Discussion Whereas about 85% of neonatal herpes simplex virus infection cases result from natal acquisition of type 2 HSV from the mother’s genital tract, it also occurs from perinatal contact with HSV-1 infected individuals (including the mother) during and after birth.1 A very similar case to the present one was previously reported in which the infant contracted HSV-1 from a breast lesion, was admitted at 5 days of age, and died 6 days later despite receiving intravenous vidarabine started 1 day after admission.2 In that case as in the present, the father was likely the original source of the virus. That mother also lacked neutralizing antibody to HSV (present case implied by negative serology in the affected newborn). In the former case, the maternal breast lesion and the infected infant had matching HSV-1 DNA restriction endonuclease banding patterns. Such acquisition of HSV-1 from breast lesions was found in only 1 of 56 neonatal herpes infections from a large multicenter study.3 A 10-year London study of neonatal HSV with acute liver failure found 7 of 11 due to HSV-1, none of whom survived even with acyclovir treatment. Two of 4 HSV-2 infected infants survived with acyclovir treatment, 1 after a liver transplant. The most common presentations were poor feeding (6), fever (6), and lethargy (7).4 A 10-year University of Florida study of neonatal HSV hepatitis identified 15 such patients, only 1 with HSV-1, which was contracted from the mother’s oral lesion; no breast lesions were reported.5 A cluster of 3 cases from the summer of 1980 in Pittsburgh was reported in which all died within 10 days of birth with disseminated HSV-1.6 None of those mothers had evidence of genital herpes or fever blisters, but there was no mention of breast lesions. Another report from St Louis involved a neonate who survived disseminated HSV-1 after treatment with 10 days of adenine arabinoside.7 That baby probably contracted the virus from the mother’s milk, which was

culture-positive 9 days after birth even though she had no breast lesions on examination.
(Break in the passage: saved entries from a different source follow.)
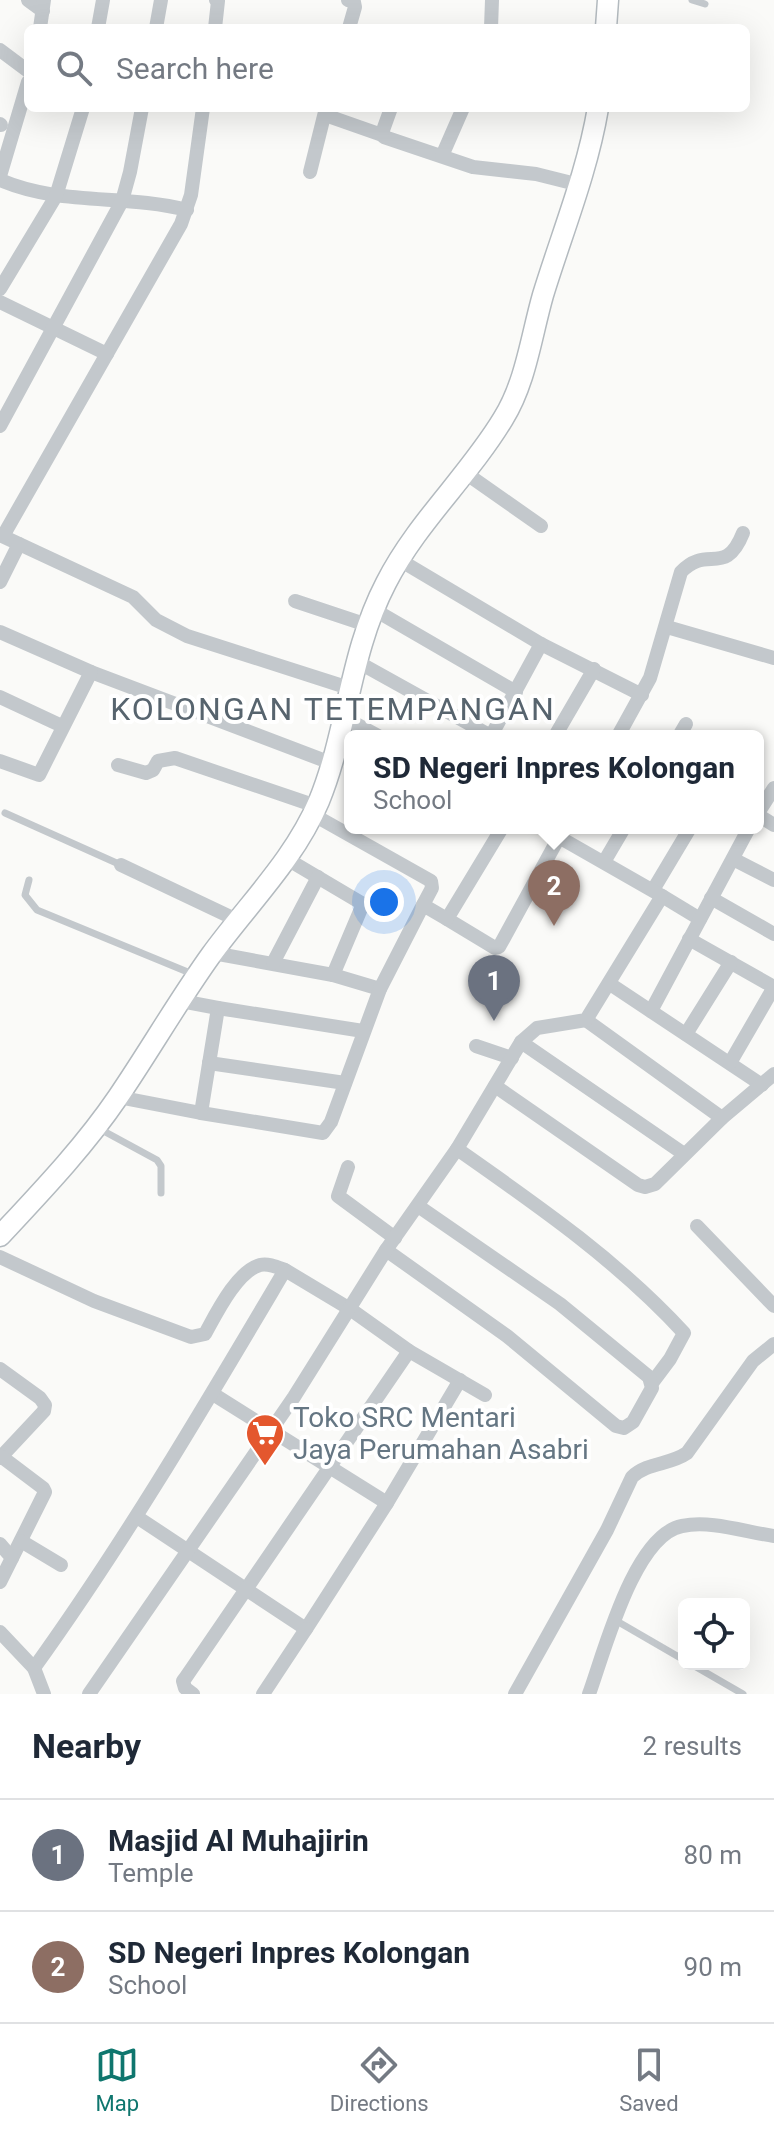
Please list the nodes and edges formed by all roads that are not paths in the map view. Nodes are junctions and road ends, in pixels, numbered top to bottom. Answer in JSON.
{"nodes":[{"id":1,"x":28,"y":0,"type":"edge"},
{"id":2,"x":103,"y":0,"type":"edge"},
{"id":3,"x":161,"y":0,"type":"edge"},
{"id":4,"x":216,"y":0,"type":"edge"},
{"id":5,"x":348,"y":0,"type":"edge"},
{"id":6,"x":492,"y":0,"type":"edge"},
{"id":7,"x":608,"y":0,"type":"edge"},
{"id":8,"x":692,"y":0,"type":"edge"},
{"id":9,"x":705,"y":4,"type":"dead end"},
{"id":10,"x":44,"y":6,"type":"edge"},
{"id":11,"x":99,"y":24,"type":"edge"},
{"id":12,"x":157,"y":24,"type":"edge"},
{"id":13,"x":215,"y":24,"type":"edge"},
{"id":14,"x":350,"y":24,"type":"edge"},
{"id":15,"x":491,"y":24,"type":"edge"},
{"id":16,"x":606,"y":24,"type":"edge"},
{"id":17,"x":0,"y":50,"type":"edge"},
{"id":18,"x":24,"y":68,"type":"edge"},
{"id":19,"x":24,"y":94,"type":"edge"},
{"id":20,"x":82,"y":112,"type":"edge"},
{"id":21,"x":141,"y":112,"type":"edge"},
{"id":22,"x":202,"y":112,"type":"edge"},
{"id":23,"x":326,"y":112,"type":"edge"},
{"id":24,"x":328,"y":112,"type":"edge"},
{"id":25,"x":390,"y":112,"type":"edge"},
{"id":26,"x":461,"y":112,"type":"edge"},
{"id":27,"x":597,"y":112,"type":"edge"},
{"id":28,"x":16,"y":119,"type":"junction"},
{"id":29,"x":0,"y":125,"type":"edge"},
{"id":30,"x":382,"y":135,"type":"junction"},
{"id":31,"x":442,"y":156,"type":"junction"},
{"id":32,"x":310,"y":172,"type":"dead end"},
{"id":33,"x":0,"y":178,"type":"edge"},
{"id":34,"x":580,"y":185,"type":"junction"},
{"id":35,"x":56,"y":196,"type":"junction"},
{"id":36,"x":122,"y":201,"type":"junction"},
{"id":37,"x":187,"y":210,"type":"junction"},
{"id":38,"x":0,"y":289,"type":"edge"},
{"id":39,"x":0,"y":302,"type":"edge"},
{"id":40,"x":54,"y":327,"type":"junction"},
{"id":41,"x":107,"y":354,"type":"junction"},
{"id":42,"x":0,"y":426,"type":"edge"},
{"id":43,"x":464,"y":472,"type":"junction"},
{"id":44,"x":541,"y":526,"type":"dead end"},
{"id":45,"x":743,"y":533,"type":"dead end"},
{"id":46,"x":2,"y":536,"type":"edge"},
{"id":47,"x":19,"y":544,"type":"junction"},
{"id":48,"x":398,"y":559,"type":"junction"},
{"id":49,"x":0,"y":582,"type":"edge"},
{"id":50,"x":295,"y":601,"type":"dead end"},
{"id":51,"x":370,"y":617,"type":"junction"},
{"id":52,"x":667,"y":627,"type":"junction"},
{"id":53,"x":0,"y":632,"type":"edge"},
{"id":54,"x":541,"y":644,"type":"junction"},
{"id":55,"x":774,"y":658,"type":"edge"},
{"id":56,"x":356,"y":661,"type":"junction"},
{"id":57,"x":594,"y":669,"type":"junction"},
{"id":58,"x":91,"y":672,"type":"junction"},
{"id":59,"x":349,"y":688,"type":"junction"},
{"id":60,"x":516,"y":692,"type":"junction"},
{"id":61,"x":642,"y":695,"type":"junction"},
{"id":62,"x":0,"y":697,"type":"edge"},
{"id":63,"x":343,"y":717,"type":"junction"},
{"id":64,"x":62,"y":726,"type":"junction"},
{"id":65,"x":367,"y":730,"type":"edge"},
{"id":66,"x":480,"y":730,"type":"edge"},
{"id":67,"x":494,"y":730,"type":"edge"},
{"id":68,"x":558,"y":730,"type":"edge"},
{"id":69,"x":622,"y":730,"type":"edge"},
{"id":70,"x":0,"y":761,"type":"edge"},
{"id":71,"x":331,"y":763,"type":"junction"},
{"id":72,"x":118,"y":765,"type":"dead end"},
{"id":73,"x":314,"y":810,"type":"junction"},
{"id":74,"x":5,"y":813,"type":"dead end"},
{"id":75,"x":344,"y":828,"type":"edge"},
{"id":76,"x":354,"y":834,"type":"edge"},
{"id":77,"x":498,"y":834,"type":"edge"},
{"id":78,"x":561,"y":834,"type":"edge"},
{"id":79,"x":565,"y":834,"type":"edge"},
{"id":80,"x":620,"y":834,"type":"edge"},
{"id":81,"x":687,"y":834,"type":"edge"},
{"id":82,"x":746,"y":834,"type":"edge"},
{"id":83,"x":287,"y":859,"type":"junction"},
{"id":84,"x":733,"y":859,"type":"junction"},
{"id":85,"x":604,"y":862,"type":"junction"},
{"id":86,"x":121,"y":865,"type":"joint"},
{"id":87,"x":318,"y":877,"type":"junction"},
{"id":88,"x":29,"y":880,"type":"dead end"},
{"id":89,"x":774,"y":880,"type":"edge"},
{"id":90,"x":657,"y":893,"type":"junction"},
{"id":91,"x":711,"y":898,"type":"junction"},
{"id":92,"x":423,"y":905,"type":"junction"},
{"id":93,"x":447,"y":919,"type":"junction"},
{"id":94,"x":700,"y":919,"type":"junction"},
{"id":95,"x":237,"y":920,"type":"junction"},
{"id":96,"x":774,"y":934,"type":"edge"},
{"id":97,"x":689,"y":939,"type":"junction"},
{"id":98,"x":213,"y":953,"type":"junction"},
{"id":99,"x":731,"y":962,"type":"junction"},
{"id":100,"x":273,"y":963,"type":"junction"},
{"id":101,"x":333,"y":975,"type":"junction"},
{"id":102,"x":197,"y":976,"type":"junction"},
{"id":103,"x":610,"y":984,"type":"junction"},
{"id":104,"x":774,"y":987,"type":"edge"},
{"id":105,"x":380,"y":989,"type":"junction"},
{"id":106,"x":181,"y":1001,"type":"junction"},
{"id":107,"x":218,"y":1008,"type":"junction"},
{"id":108,"x":651,"y":1011,"type":"junction"},
{"id":109,"x":586,"y":1020,"type":"junction"},
{"id":110,"x":363,"y":1031,"type":"junction"},
{"id":111,"x":686,"y":1034,"type":"junction"},
{"id":112,"x":521,"y":1042,"type":"junction"},
{"id":113,"x":476,"y":1046,"type":"dead end"},
{"id":114,"x":512,"y":1058,"type":"junction"},
{"id":115,"x":209,"y":1063,"type":"junction"},
{"id":116,"x":730,"y":1063,"type":"junction"},
{"id":117,"x":774,"y":1074,"type":"edge"},
{"id":118,"x":345,"y":1083,"type":"junction"},
{"id":119,"x":762,"y":1085,"type":"junction"},
{"id":120,"x":495,"y":1086,"type":"junction"},
{"id":121,"x":118,"y":1097,"type":"junction"},
{"id":122,"x":201,"y":1113,"type":"junction"},
{"id":123,"x":722,"y":1118,"type":"junction"},
{"id":124,"x":95,"y":1127,"type":"junction"},
{"id":125,"x":457,"y":1149,"type":"junction"},
{"id":126,"x":684,"y":1154,"type":"junction"},
{"id":127,"x":348,"y":1167,"type":"dead end"},
{"id":128,"x":161,"y":1193,"type":"dead end"},
{"id":129,"x":418,"y":1206,"type":"junction"},
{"id":130,"x":697,"y":1226,"type":"dead end"},
{"id":131,"x":0,"y":1236,"type":"edge"},
{"id":132,"x":391,"y":1244,"type":"junction"},
{"id":133,"x":0,"y":1257,"type":"edge"},
{"id":134,"x":285,"y":1270,"type":"junction"},
{"id":135,"x":774,"y":1306,"type":"edge"},
{"id":136,"x":350,"y":1309,"type":"junction"},
{"id":137,"x":774,"y":1344,"type":"edge"},
{"id":138,"x":409,"y":1351,"type":"junction"},
{"id":139,"x":0,"y":1369,"type":"edge"},
{"id":140,"x":460,"y":1380,"type":"junction"},
{"id":141,"x":652,"y":1383,"type":"junction"},
{"id":142,"x":213,"y":1394,"type":"junction"},
{"id":143,"x":485,"y":1395,"type":"dead end"},
{"id":144,"x":271,"y":1428,"type":"junction"},
{"id":145,"x":1,"y":1458,"type":"edge"},
{"id":146,"x":331,"y":1467,"type":"junction"},
{"id":147,"x":387,"y":1503,"type":"junction"},
{"id":148,"x":137,"y":1517,"type":"junction"},
{"id":149,"x":774,"y":1536,"type":"edge"},
{"id":150,"x":21,"y":1541,"type":"junction"},
{"id":151,"x":0,"y":1544,"type":"edge"},
{"id":152,"x":188,"y":1552,"type":"junction"},
{"id":153,"x":12,"y":1558,"type":"junction"},
{"id":154,"x":61,"y":1565,"type":"dead end"},
{"id":155,"x":0,"y":1582,"type":"edge"},
{"id":156,"x":245,"y":1590,"type":"junction"},
{"id":157,"x":614,"y":1619,"type":"junction"},
{"id":158,"x":306,"y":1629,"type":"junction"},
{"id":159,"x":0,"y":1632,"type":"edge"},
{"id":160,"x":678,"y":1656,"type":"edge"},
{"id":161,"x":34,"y":1668,"type":"junction"},
{"id":162,"x":701,"y":1670,"type":"edge"},
{"id":163,"x":44,"y":1694,"type":"edge"},
{"id":164,"x":89,"y":1694,"type":"edge"},
{"id":165,"x":193,"y":1694,"type":"edge"},
{"id":166,"x":263,"y":1694,"type":"edge"},
{"id":167,"x":515,"y":1694,"type":"edge"},
{"id":168,"x":589,"y":1694,"type":"edge"},
{"id":169,"x":743,"y":1694,"type":"edge"}],
"edges":[{"from":1,"to":10,"type":"street"},
{"from":2,"to":11,"type":"street"},
{"from":3,"to":12,"type":"street"},
{"from":4,"to":13,"type":"street"},
{"from":5,"to":14,"type":"street"},
{"from":6,"to":15,"type":"street"},
{"from":7,"to":16,"type":"street"},
{"from":8,"to":9,"type":"lane"},
{"from":17,"to":18,"type":"street"},
{"from":19,"to":28,"type":"street"},
{"from":20,"to":35,"type":"street"},
{"from":21,"to":36,"type":"street"},
{"from":22,"to":37,"type":"street"},
{"from":23,"to":32,"type":"street"},
{"from":24,"to":30,"type":"street"},
{"from":25,"to":30,"type":"street"},
{"from":26,"to":31,"type":"street"},
{"from":27,"to":34,"type":"street"},
{"from":28,"to":29,"type":"street"},
{"from":28,"to":33,"type":"street"},
{"from":30,"to":31,"type":"street"},
{"from":31,"to":34,"type":"street"},
{"from":33,"to":35,"type":"street"},
{"from":34,"to":43,"type":"street"},
{"from":35,"to":36,"type":"street"},
{"from":35,"to":38,"type":"street"},
{"from":36,"to":37,"type":"street"},
{"from":36,"to":40,"type":"street"},
{"from":37,"to":41,"type":"street"},
{"from":39,"to":40,"type":"street"},
{"from":40,"to":41,"type":"street"},
{"from":40,"to":42,"type":"street"},
{"from":41,"to":46,"type":"street"},
{"from":43,"to":44,"type":"street"},
{"from":43,"to":48,"type":"street"},
{"from":45,"to":52,"type":"street"},
{"from":46,"to":47,"type":"street"},
{"from":47,"to":49,"type":"street"},
{"from":47,"to":59,"type":"street"},
{"from":48,"to":51,"type":"street"},
{"from":48,"to":54,"type":"street"},
{"from":50,"to":51,"type":"street"},
{"from":51,"to":56,"type":"street"},
{"from":51,"to":60,"type":"street"},
{"from":52,"to":55,"type":"street"},
{"from":52,"to":61,"type":"street"},
{"from":53,"to":58,"type":"street"},
{"from":54,"to":57,"type":"street"},
{"from":54,"to":60,"type":"street"},
{"from":56,"to":59,"type":"street"},
{"from":56,"to":66,"type":"street"},
{"from":57,"to":61,"type":"street"},
{"from":57,"to":68,"type":"street"},
{"from":58,"to":64,"type":"street"},
{"from":58,"to":71,"type":"street"},
{"from":59,"to":63,"type":"street"},
{"from":60,"to":67,"type":"street"},
{"from":61,"to":69,"type":"street"},
{"from":62,"to":64,"type":"street"},
{"from":63,"to":65,"type":"street"},
{"from":63,"to":71,"type":"street"},
{"from":64,"to":70,"type":"street"},
{"from":71,"to":73,"type":"street"},
{"from":72,"to":73,"type":"street"},
{"from":73,"to":75,"type":"street"},
{"from":73,"to":83,"type":"street"},
{"from":74,"to":86,"type":"lane"},
{"from":76,"to":92,"type":"street"},
{"from":77,"to":93,"type":"street"},
{"from":78,"to":93,"type":"street"},
{"from":79,"to":85,"type":"street"},
{"from":80,"to":85,"type":"street"},
{"from":81,"to":90,"type":"street"},
{"from":82,"to":84,"type":"street"},
{"from":83,"to":87,"type":"street"},
{"from":83,"to":95,"type":"street"},
{"from":84,"to":89,"type":"street"},
{"from":84,"to":91,"type":"street"},
{"from":85,"to":90,"type":"street"},
{"from":86,"to":95,"type":"street"},
{"from":87,"to":100,"type":"street"},
{"from":87,"to":101,"type":"street"},
{"from":88,"to":102,"type":"lane"},
{"from":90,"to":94,"type":"street"},
{"from":90,"to":103,"type":"street"},
{"from":91,"to":94,"type":"street"},
{"from":91,"to":96,"type":"street"},
{"from":92,"to":93,"type":"street"},
{"from":92,"to":105,"type":"street"},
{"from":94,"to":97,"type":"street"},
{"from":95,"to":98,"type":"street"},
{"from":97,"to":99,"type":"street"},
{"from":97,"to":108,"type":"street"},
{"from":98,"to":100,"type":"street"},
{"from":98,"to":102,"type":"street"},
{"from":99,"to":104,"type":"street"},
{"from":99,"to":111,"type":"street"},
{"from":100,"to":101,"type":"street"},
{"from":101,"to":105,"type":"street"},
{"from":102,"to":106,"type":"street"},
{"from":103,"to":108,"type":"street"},
{"from":103,"to":109,"type":"street"},
{"from":104,"to":116,"type":"street"},
{"from":105,"to":110,"type":"street"},
{"from":106,"to":107,"type":"street"},
{"from":106,"to":121,"type":"street"},
{"from":107,"to":110,"type":"street"},
{"from":107,"to":115,"type":"street"},
{"from":108,"to":111,"type":"street"},
{"from":109,"to":112,"type":"street"},
{"from":109,"to":123,"type":"street"},
{"from":110,"to":118,"type":"street"},
{"from":111,"to":116,"type":"street"},
{"from":112,"to":114,"type":"street"},
{"from":112,"to":126,"type":"street"},
{"from":113,"to":114,"type":"street"},
{"from":114,"to":120,"type":"street"},
{"from":115,"to":118,"type":"street"},
{"from":115,"to":122,"type":"street"},
{"from":116,"to":119,"type":"street"},
{"from":117,"to":119,"type":"street"},
{"from":118,"to":122,"type":"street"},
{"from":119,"to":123,"type":"street"},
{"from":120,"to":125,"type":"street"},
{"from":120,"to":126,"type":"street"},
{"from":121,"to":122,"type":"street"},
{"from":121,"to":124,"type":"street"},
{"from":123,"to":126,"type":"street"},
{"from":124,"to":128,"type":"lane"},
{"from":124,"to":131,"type":"street"},
{"from":125,"to":129,"type":"street"},
{"from":125,"to":141,"type":"street"},
{"from":127,"to":132,"type":"street"},
{"from":129,"to":132,"type":"street"},
{"from":129,"to":141,"type":"street"},
{"from":130,"to":135,"type":"street"},
{"from":132,"to":136,"type":"street"},
{"from":132,"to":141,"type":"street"},
{"from":133,"to":134,"type":"street"},
{"from":134,"to":136,"type":"street"},
{"from":134,"to":142,"type":"street"},
{"from":136,"to":138,"type":"street"},
{"from":136,"to":144,"type":"street"},
{"from":137,"to":167,"type":"street"},
{"from":138,"to":140,"type":"street"},
{"from":138,"to":146,"type":"street"},
{"from":139,"to":145,"type":"street"},
{"from":140,"to":143,"type":"street"},
{"from":140,"to":147,"type":"street"},
{"from":142,"to":144,"type":"street"},
{"from":142,"to":148,"type":"street"},
{"from":144,"to":146,"type":"street"},
{"from":144,"to":152,"type":"street"},
{"from":145,"to":150,"type":"street"},
{"from":146,"to":147,"type":"street"},
{"from":146,"to":156,"type":"street"},
{"from":147,"to":158,"type":"street"},
{"from":148,"to":152,"type":"street"},
{"from":148,"to":161,"type":"street"},
{"from":149,"to":157,"type":"street"},
{"from":150,"to":153,"type":"street"},
{"from":150,"to":154,"type":"street"},
{"from":151,"to":153,"type":"street"},
{"from":152,"to":156,"type":"street"},
{"from":152,"to":164,"type":"street"},
{"from":153,"to":155,"type":"street"},
{"from":156,"to":158,"type":"street"},
{"from":156,"to":165,"type":"street"},
{"from":157,"to":160,"type":"lane"},
{"from":157,"to":168,"type":"street"},
{"from":158,"to":166,"type":"street"},
{"from":159,"to":161,"type":"street"},
{"from":161,"to":163,"type":"street"},
{"from":162,"to":169,"type":"lane"}]}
Acquisition of fatal HSV-1 infections from other people soon after birth is previously documented.8-9 Type 1 herpes simplex virus as well as HSV-2 can be acquired at birth from the genital tract,10 in which case maternal HSV-1 antibodies provide little protection against HSV-2 infection.11 Severity of illness is largely associated with proximity to birth of viral acquisition by both mother and baby.12 Even transmission itself is greatly reduced if the mother has a history of recurrent herpes lesions prior to the third trimester compared to primary infection in the third trimester.10-12 This was attributed to increased viral shedding and lower or absent neutralizing antibodies with primary infections. Furthermore, neonatal HSV is more likely to occur in those exposed to HSV-1 compared to HSV-2.11 Prevention of neonatal herpes infections has primarily revolved around recognition of genital lesions in pregnant women and then the use of antivirals along with close monitoring and possible delivery by cesarean section. In a multicenter study, HSV-2 was more than 6 times as common a cause of neonatal HSV infections as HSV-1.3,13 Recognition of skin lesions on the mother’s breast and on a neonate can be difficult since they occur so rarely, but clinicians need to be aware that such recognition may be the only way of averting a catastrophic outcome as occurred in the present case. Special vigilance is needed with regard to direct HSV exposure to the newborn infant by any individual, related or not, which could most easily happen with a kiss from someone with fever blisters on the lips. That scenario with fatal outcome has been documented.8

Conclusion Devastating neonatal herpes infections may be prevented by perinatal health care workers only if they recognize risk of exposure to newborns by adults with herpetic sores on breasts (mother) or lips (including other individuals in contact with babies and sexual partners in contact with mothers late in the pregnancy) that may easily be mistaken for impetigo or eczema and/or dismissed as unimportant. Such recognition may make the difference between life and death. Declaration of Conflicting Interests The author declared no potential conflicts of interest with respect to the research, authorship, and/or publication of this article.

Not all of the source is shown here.